Aim of the exercise
Repeat each record below exactly, dropping the pictures.
--- START ---
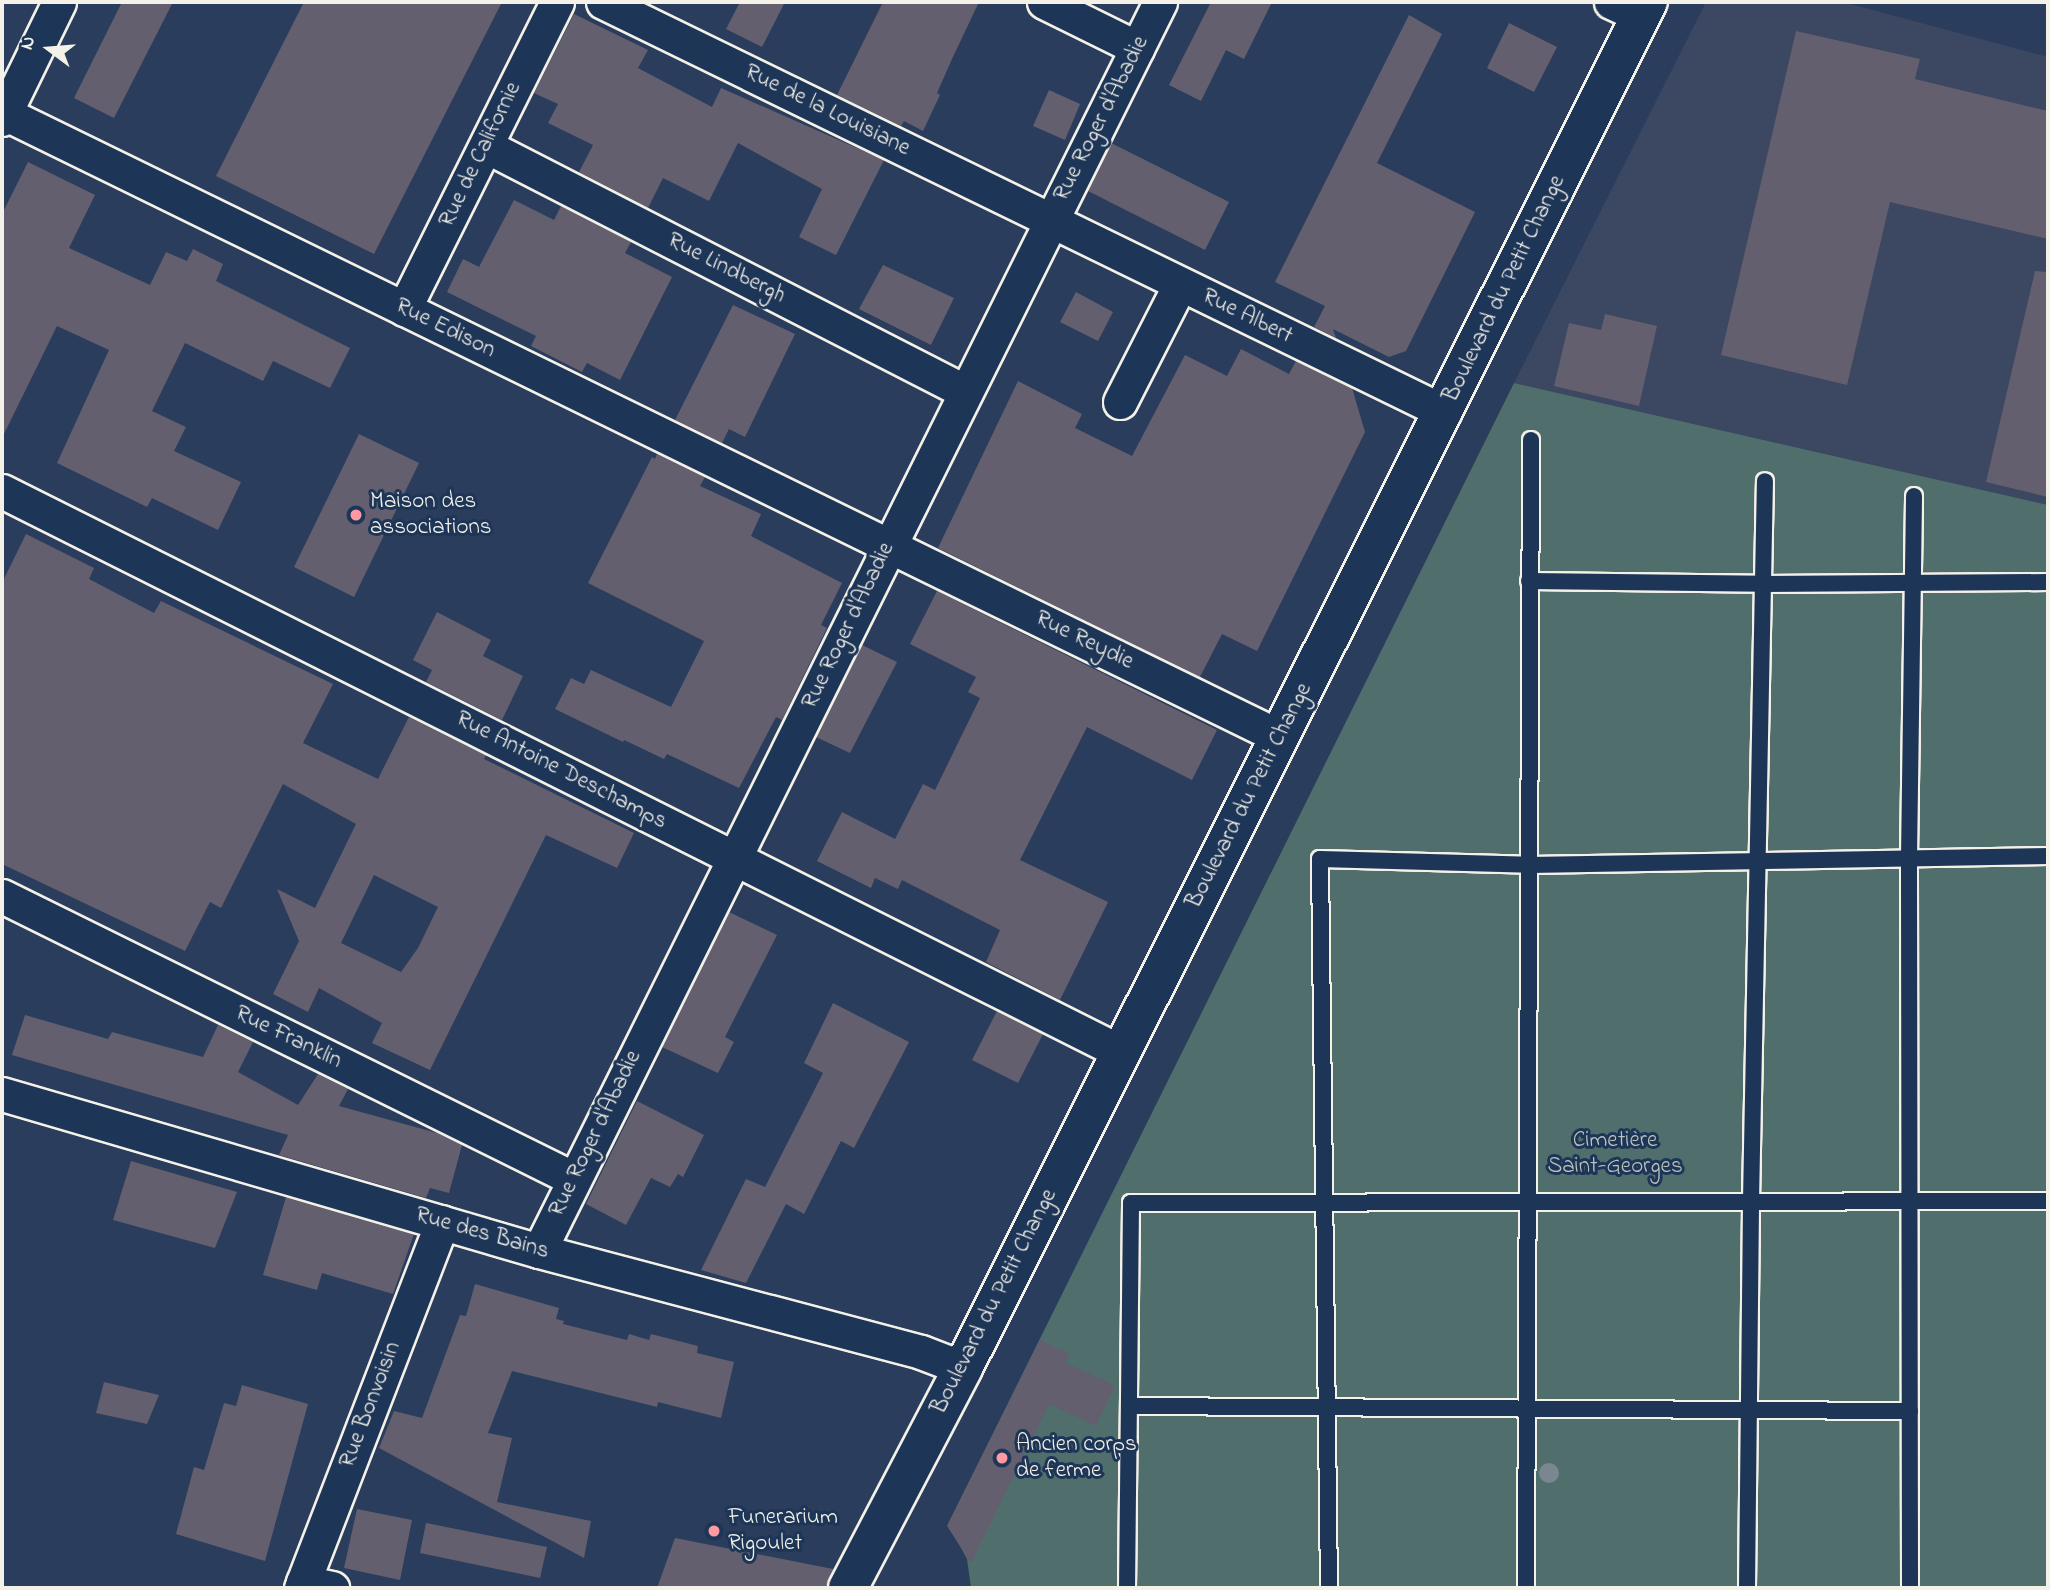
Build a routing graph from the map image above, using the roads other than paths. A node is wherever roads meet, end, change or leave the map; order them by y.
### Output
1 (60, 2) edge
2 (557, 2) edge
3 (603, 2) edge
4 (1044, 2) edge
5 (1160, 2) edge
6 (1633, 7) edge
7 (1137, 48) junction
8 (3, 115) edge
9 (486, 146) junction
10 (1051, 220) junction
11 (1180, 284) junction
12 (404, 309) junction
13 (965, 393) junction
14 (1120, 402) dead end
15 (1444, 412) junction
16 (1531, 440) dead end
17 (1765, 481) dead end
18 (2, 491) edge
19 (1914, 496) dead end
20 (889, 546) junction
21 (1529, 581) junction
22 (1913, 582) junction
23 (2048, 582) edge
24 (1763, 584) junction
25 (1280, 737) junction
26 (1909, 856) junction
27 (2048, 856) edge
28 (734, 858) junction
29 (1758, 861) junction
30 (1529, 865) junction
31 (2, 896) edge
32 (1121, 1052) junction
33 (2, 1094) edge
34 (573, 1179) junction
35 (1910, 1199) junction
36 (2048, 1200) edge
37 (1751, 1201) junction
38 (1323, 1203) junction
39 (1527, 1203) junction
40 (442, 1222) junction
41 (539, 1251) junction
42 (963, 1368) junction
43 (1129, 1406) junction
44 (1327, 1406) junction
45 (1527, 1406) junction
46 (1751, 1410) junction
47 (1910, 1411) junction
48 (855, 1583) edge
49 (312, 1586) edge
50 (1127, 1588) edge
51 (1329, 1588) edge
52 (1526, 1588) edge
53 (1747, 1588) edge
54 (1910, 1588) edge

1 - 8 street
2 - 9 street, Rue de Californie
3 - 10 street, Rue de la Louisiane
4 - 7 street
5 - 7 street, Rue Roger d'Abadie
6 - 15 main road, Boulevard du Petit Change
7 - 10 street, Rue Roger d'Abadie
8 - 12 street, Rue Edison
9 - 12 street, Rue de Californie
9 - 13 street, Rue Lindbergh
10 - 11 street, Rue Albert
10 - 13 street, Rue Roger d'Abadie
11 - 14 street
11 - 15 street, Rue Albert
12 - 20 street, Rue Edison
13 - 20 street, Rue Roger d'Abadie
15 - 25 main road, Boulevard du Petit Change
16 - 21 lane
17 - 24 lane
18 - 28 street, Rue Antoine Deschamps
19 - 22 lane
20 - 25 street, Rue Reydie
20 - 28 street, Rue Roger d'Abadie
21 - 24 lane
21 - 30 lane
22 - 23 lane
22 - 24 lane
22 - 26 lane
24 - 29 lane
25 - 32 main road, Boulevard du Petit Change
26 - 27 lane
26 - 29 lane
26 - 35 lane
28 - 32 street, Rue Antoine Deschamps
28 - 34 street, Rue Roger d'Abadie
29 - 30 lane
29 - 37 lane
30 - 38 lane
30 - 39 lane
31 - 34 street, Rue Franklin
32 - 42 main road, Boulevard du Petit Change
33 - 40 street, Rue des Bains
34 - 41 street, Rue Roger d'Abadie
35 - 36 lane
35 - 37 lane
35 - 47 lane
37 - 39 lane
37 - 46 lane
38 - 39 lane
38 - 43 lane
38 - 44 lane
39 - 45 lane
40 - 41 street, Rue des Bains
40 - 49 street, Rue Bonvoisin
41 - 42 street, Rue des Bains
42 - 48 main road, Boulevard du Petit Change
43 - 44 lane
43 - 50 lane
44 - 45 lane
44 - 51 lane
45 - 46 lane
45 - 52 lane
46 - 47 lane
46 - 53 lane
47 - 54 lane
--- END ---
Task solution
Build a routing graph from the map image above, using the roads other than paths. A node is wherever roads meet, end, change or leave the map; order them by y.
### Output
1 (60, 2) edge
2 (557, 2) edge
3 (603, 2) edge
4 (1044, 2) edge
5 (1160, 2) edge
6 (1633, 7) edge
7 (1137, 48) junction
8 (3, 115) edge
9 (486, 146) junction
10 (1051, 220) junction
11 (1180, 284) junction
12 (404, 309) junction
13 (965, 393) junction
14 (1120, 402) dead end
15 (1444, 412) junction
16 (1531, 440) dead end
17 (1765, 481) dead end
18 (2, 491) edge
19 (1914, 496) dead end
20 (889, 546) junction
21 (1529, 581) junction
22 (1913, 582) junction
23 (2048, 582) edge
24 (1763, 584) junction
25 (1280, 737) junction
26 (1909, 856) junction
27 (2048, 856) edge
28 (734, 858) junction
29 (1758, 861) junction
30 (1529, 865) junction
31 (2, 896) edge
32 (1121, 1052) junction
33 (2, 1094) edge
34 (573, 1179) junction
35 (1910, 1199) junction
36 (2048, 1200) edge
37 (1751, 1201) junction
38 (1323, 1203) junction
39 (1527, 1203) junction
40 (442, 1222) junction
41 (539, 1251) junction
42 (963, 1368) junction
43 (1129, 1406) junction
44 (1327, 1406) junction
45 (1527, 1406) junction
46 (1751, 1410) junction
47 (1910, 1411) junction
48 (855, 1583) edge
49 (312, 1586) edge
50 (1127, 1588) edge
51 (1329, 1588) edge
52 (1526, 1588) edge
53 (1747, 1588) edge
54 (1910, 1588) edge

1 - 8 street
2 - 9 street, Rue de Californie
3 - 10 street, Rue de la Louisiane
4 - 7 street
5 - 7 street, Rue Roger d'Abadie
6 - 15 main road, Boulevard du Petit Change
7 - 10 street, Rue Roger d'Abadie
8 - 12 street, Rue Edison
9 - 12 street, Rue de Californie
9 - 13 street, Rue Lindbergh
10 - 11 street, Rue Albert
10 - 13 street, Rue Roger d'Abadie
11 - 14 street
11 - 15 street, Rue Albert
12 - 20 street, Rue Edison
13 - 20 street, Rue Roger d'Abadie
15 - 25 main road, Boulevard du Petit Change
16 - 21 lane
17 - 24 lane
18 - 28 street, Rue Antoine Deschamps
19 - 22 lane
20 - 25 street, Rue Reydie
20 - 28 street, Rue Roger d'Abadie
21 - 24 lane
21 - 30 lane
22 - 23 lane
22 - 24 lane
22 - 26 lane
24 - 29 lane
25 - 32 main road, Boulevard du Petit Change
26 - 27 lane
26 - 29 lane
26 - 35 lane
28 - 32 street, Rue Antoine Deschamps
28 - 34 street, Rue Roger d'Abadie
29 - 30 lane
29 - 37 lane
30 - 38 lane
30 - 39 lane
31 - 34 street, Rue Franklin
32 - 42 main road, Boulevard du Petit Change
33 - 40 street, Rue des Bains
34 - 41 street, Rue Roger d'Abadie
35 - 36 lane
35 - 37 lane
35 - 47 lane
37 - 39 lane
37 - 46 lane
38 - 39 lane
38 - 43 lane
38 - 44 lane
39 - 45 lane
40 - 41 street, Rue des Bains
40 - 49 street, Rue Bonvoisin
41 - 42 street, Rue des Bains
42 - 48 main road, Boulevard du Petit Change
43 - 44 lane
43 - 50 lane
44 - 45 lane
44 - 51 lane
45 - 46 lane
45 - 52 lane
46 - 47 lane
46 - 53 lane
47 - 54 lane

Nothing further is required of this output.